Zdjęcie roznegliżowanej dziewczyny ozdobiło kalendarz czwartoligowego Hetmana Żółkiewka. Przygotował go jeden ze sponsorów klubu.
To właśnie na niej można znaleźć informację, że kalendarze będą dostępne w siedzibie zarządu klubu od 1 grudnia.
– Na razie czekamy na dostawę materiałów – mówi Jerzy Tuczyński, prezes Hetmana. Zapytaliśmy, czy nie przeszkadza mu to, że na okładce znalazła się naga kobieta. – Nie wiem, bo jestem na wyjeździe i jeszcze nie widziałem, jak to wygląda – twierdzi.
Kalendarz to pomysł jednego ze sponsorów klubu, jego przygotowanie pilotował wiceprezes Hetmana Wiesław Salwa. – A widzi pan w tym coś złego? – pyta. – Bo ja uważam, że wszystko jest w porządku. Moim zdaniem to zdjęcie nie jest wysoce erotyczne, ale raczej artystyczne.
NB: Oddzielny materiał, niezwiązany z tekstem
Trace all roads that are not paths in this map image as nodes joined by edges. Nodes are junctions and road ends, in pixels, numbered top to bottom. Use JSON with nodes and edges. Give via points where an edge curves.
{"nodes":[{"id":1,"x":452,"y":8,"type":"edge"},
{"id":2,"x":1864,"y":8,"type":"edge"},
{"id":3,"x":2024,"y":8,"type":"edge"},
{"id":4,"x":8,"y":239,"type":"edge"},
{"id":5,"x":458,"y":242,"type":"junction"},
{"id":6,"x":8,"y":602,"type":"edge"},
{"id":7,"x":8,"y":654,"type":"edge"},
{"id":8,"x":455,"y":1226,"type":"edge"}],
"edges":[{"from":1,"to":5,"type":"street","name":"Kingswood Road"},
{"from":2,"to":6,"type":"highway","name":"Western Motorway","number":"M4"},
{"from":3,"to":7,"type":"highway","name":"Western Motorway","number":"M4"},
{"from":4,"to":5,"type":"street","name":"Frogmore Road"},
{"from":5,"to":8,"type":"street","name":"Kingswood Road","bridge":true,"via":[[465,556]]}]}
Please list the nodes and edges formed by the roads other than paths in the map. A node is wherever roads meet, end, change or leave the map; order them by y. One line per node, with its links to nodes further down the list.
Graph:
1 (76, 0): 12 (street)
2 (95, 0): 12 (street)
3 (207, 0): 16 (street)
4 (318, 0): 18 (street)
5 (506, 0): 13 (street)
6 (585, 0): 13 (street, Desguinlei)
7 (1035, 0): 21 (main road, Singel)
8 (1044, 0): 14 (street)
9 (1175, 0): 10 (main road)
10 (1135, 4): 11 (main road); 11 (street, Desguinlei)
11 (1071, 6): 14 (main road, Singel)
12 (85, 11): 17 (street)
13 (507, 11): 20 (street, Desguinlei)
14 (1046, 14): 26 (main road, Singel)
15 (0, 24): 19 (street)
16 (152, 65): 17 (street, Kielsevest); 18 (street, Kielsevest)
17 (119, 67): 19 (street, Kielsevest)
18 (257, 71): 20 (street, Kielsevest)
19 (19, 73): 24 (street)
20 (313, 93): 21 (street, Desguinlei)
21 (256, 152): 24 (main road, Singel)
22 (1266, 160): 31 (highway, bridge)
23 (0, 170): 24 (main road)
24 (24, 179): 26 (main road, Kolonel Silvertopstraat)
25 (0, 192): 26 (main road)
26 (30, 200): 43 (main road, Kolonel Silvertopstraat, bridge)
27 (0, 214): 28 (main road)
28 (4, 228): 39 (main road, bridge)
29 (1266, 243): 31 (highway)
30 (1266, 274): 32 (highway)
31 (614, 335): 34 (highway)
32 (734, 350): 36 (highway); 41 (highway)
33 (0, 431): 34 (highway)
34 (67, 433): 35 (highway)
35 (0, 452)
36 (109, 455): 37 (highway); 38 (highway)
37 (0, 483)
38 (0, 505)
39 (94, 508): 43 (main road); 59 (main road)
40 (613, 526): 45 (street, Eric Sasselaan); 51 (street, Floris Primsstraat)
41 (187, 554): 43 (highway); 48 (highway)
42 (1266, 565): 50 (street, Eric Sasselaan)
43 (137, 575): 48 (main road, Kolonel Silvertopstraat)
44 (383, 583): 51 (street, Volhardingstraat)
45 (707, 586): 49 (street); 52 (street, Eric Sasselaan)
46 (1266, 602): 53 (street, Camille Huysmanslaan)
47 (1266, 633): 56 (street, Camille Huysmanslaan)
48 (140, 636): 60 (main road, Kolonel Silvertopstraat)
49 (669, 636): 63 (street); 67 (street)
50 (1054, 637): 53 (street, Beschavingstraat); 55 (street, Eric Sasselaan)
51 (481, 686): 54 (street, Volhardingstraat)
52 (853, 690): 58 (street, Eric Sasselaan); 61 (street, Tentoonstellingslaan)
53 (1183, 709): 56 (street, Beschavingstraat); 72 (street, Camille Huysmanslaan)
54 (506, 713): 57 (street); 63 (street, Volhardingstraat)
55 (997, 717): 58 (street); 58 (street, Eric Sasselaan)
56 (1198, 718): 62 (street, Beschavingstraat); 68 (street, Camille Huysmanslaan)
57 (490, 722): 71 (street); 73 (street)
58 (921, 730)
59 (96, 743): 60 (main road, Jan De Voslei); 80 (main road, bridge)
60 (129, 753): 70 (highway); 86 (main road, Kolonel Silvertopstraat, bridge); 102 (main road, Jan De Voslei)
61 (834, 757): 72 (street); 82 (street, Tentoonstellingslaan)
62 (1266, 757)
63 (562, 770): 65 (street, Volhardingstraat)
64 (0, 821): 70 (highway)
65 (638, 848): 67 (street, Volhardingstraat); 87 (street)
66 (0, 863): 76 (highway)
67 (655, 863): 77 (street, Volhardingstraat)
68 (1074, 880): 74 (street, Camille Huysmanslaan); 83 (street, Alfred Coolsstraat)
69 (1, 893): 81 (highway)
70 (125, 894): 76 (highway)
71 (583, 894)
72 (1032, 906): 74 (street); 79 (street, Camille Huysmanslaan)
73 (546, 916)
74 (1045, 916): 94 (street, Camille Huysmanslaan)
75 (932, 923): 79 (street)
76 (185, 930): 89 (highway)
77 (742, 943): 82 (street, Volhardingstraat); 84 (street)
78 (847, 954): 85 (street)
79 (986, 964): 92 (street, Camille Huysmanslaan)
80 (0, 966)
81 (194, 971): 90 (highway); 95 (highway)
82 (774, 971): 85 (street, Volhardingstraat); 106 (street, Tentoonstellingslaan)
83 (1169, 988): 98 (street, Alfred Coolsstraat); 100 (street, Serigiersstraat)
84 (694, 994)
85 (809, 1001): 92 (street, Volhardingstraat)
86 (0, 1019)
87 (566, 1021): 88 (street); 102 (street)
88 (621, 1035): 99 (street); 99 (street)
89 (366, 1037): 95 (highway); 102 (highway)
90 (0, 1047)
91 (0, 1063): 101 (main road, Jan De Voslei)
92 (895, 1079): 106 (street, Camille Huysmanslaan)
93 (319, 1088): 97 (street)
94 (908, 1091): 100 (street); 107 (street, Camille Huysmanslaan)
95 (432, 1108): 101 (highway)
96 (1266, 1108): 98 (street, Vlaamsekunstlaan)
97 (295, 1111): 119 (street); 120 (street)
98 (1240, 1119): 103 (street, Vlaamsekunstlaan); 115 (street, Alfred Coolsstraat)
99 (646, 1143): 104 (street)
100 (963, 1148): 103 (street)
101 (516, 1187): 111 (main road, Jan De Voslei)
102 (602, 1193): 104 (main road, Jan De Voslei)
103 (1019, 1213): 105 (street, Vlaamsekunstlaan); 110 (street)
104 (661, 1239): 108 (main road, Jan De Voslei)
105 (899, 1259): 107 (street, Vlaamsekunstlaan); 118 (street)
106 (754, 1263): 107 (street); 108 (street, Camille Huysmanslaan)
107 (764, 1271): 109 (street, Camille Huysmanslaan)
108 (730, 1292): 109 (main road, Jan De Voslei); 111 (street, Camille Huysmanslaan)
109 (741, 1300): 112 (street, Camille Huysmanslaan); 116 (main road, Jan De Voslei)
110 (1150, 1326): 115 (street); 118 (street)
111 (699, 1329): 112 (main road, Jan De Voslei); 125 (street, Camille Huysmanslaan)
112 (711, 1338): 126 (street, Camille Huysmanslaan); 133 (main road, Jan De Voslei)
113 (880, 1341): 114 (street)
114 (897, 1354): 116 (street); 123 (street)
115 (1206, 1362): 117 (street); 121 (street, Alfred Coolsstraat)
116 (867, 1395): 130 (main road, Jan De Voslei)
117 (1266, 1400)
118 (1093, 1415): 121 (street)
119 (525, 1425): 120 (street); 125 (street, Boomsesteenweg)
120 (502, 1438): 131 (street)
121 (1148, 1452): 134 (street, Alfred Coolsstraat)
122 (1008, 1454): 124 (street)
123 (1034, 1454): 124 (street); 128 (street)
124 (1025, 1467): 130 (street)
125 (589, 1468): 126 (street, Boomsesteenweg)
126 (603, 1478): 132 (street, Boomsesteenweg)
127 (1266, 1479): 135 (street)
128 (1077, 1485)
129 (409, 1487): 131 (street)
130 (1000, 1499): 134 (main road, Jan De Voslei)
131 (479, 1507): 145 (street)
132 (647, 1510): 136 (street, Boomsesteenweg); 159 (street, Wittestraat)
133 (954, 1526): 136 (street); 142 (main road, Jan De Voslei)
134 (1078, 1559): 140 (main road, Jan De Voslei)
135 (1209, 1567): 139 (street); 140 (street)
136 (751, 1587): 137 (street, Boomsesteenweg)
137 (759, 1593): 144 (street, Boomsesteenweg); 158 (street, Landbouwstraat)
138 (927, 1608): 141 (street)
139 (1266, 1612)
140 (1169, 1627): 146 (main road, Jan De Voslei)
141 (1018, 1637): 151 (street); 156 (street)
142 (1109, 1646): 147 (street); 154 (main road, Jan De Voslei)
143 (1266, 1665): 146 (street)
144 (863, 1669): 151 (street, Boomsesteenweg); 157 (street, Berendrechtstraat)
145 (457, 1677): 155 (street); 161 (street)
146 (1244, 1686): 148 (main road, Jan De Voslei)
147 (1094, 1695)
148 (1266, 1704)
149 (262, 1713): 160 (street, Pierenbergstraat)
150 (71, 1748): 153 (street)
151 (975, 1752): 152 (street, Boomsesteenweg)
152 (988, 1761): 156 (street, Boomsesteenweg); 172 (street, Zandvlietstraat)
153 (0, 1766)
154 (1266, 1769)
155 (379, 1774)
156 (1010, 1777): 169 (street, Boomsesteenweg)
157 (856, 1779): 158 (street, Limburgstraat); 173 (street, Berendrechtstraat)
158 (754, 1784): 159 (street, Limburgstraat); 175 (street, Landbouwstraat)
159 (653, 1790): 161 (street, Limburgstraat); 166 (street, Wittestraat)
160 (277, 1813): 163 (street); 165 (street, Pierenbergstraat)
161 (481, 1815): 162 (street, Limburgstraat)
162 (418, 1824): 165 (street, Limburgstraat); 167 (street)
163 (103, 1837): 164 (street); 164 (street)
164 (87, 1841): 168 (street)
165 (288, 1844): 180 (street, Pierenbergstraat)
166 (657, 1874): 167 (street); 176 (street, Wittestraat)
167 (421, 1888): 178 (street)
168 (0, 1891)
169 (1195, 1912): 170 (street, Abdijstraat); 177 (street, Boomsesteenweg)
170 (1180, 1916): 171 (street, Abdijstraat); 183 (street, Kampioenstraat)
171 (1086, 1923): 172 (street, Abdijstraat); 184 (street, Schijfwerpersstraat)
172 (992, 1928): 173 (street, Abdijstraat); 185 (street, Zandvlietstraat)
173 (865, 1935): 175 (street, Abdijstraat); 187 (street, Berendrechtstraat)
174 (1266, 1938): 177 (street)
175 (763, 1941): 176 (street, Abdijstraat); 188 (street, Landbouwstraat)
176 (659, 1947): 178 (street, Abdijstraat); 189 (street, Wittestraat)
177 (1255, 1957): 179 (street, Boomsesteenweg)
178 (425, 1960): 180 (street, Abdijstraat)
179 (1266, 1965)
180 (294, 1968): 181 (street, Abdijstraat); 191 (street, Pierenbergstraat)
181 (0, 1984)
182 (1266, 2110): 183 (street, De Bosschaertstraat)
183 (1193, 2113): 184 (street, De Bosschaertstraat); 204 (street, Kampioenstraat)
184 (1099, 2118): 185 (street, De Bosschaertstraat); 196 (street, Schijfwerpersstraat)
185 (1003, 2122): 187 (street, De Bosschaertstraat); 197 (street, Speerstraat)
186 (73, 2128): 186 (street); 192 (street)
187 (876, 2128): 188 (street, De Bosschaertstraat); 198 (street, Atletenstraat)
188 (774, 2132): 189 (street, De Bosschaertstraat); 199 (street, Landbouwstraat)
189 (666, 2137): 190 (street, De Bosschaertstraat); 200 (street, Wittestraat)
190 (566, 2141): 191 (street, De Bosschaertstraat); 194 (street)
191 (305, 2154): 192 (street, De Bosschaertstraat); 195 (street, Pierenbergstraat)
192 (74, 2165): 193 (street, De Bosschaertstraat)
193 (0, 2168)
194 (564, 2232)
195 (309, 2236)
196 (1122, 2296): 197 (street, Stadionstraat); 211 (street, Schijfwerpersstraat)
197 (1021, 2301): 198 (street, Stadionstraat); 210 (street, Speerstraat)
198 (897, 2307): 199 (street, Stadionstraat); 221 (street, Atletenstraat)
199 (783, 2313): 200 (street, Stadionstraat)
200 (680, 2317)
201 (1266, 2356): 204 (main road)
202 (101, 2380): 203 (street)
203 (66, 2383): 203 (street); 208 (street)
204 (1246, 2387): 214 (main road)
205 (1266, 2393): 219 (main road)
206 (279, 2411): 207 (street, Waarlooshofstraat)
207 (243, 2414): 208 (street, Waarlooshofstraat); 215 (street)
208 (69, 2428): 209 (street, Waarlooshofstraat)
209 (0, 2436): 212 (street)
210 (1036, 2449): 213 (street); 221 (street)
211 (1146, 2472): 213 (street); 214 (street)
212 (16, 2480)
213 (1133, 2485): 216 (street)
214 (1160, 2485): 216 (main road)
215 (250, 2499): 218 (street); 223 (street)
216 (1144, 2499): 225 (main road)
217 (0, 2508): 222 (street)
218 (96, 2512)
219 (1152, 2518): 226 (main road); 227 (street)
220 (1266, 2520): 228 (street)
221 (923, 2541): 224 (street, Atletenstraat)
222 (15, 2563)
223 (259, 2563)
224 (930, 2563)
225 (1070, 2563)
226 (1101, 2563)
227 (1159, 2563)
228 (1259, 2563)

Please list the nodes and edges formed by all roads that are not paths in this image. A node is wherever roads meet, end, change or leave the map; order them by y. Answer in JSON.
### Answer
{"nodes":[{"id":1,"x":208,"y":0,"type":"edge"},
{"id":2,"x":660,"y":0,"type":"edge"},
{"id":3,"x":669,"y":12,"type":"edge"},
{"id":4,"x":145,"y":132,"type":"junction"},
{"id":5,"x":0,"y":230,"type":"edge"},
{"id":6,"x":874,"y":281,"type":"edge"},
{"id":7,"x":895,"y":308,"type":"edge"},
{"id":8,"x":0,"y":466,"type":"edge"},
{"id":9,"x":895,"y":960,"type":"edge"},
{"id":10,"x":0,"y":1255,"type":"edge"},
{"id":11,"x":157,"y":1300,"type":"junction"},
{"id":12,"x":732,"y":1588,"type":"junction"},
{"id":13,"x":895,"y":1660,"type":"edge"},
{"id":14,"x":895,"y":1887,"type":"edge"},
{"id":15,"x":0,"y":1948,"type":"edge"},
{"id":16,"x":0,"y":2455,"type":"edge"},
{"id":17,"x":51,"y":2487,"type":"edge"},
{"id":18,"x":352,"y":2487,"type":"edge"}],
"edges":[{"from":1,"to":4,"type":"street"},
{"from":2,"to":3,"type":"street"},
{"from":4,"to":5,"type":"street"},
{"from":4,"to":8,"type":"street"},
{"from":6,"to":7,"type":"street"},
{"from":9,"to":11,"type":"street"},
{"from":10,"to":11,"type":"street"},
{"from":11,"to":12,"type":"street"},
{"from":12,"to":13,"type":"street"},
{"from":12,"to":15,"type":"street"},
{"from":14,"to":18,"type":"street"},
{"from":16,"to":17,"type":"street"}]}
Salwa podkreśla, że sponsor ma wykupione prawa do tego zdjęcia. Dodaje, że klub zamówił dwa rodzaje kalendarza. Oba są bezpłatne. Jeden z nich, bez treści erotycznych, ma zostać rozdany dzieciom i młodzieży trenującym w juniorskich drużynach Hetmana.
Kalendarz dla kibiców co roku wydaje też Górnik Łęczna. – W planach na 2010 rok mamy zamieszczenie zdjęć piłkarzy oraz zawodników z sekcji crossowej – wyjaśnia Joanna Matejak, specjalista ds. marketingu w łęczyńskim klubie.
Matejak podkreśla, że w dzisiejszych czasach kluby robią wszystko, żeby się wypromować. – Trudno teraz powiedzieć, czy pomysł z gołymi kobietami jest dobry. Zależy jak przyjmie się wśród kibiców. Generalnie roznegliżowane panienki nie kojarzą się z klubami sportowymi – dodaje.
Zdania na temat kalendarza są wśród kibiców podzielone. – Bardzo mi się podoba. Jak będzie można, to wezmę nawet kilka – śmieje się pan Michał, kibic Hetmana. Z obawy przed żoną nie chce podać nazwiska.
– A ja uważam, że bez przesady z tą golizną – dodaje inny sympatyk klubu z Żółkiewki.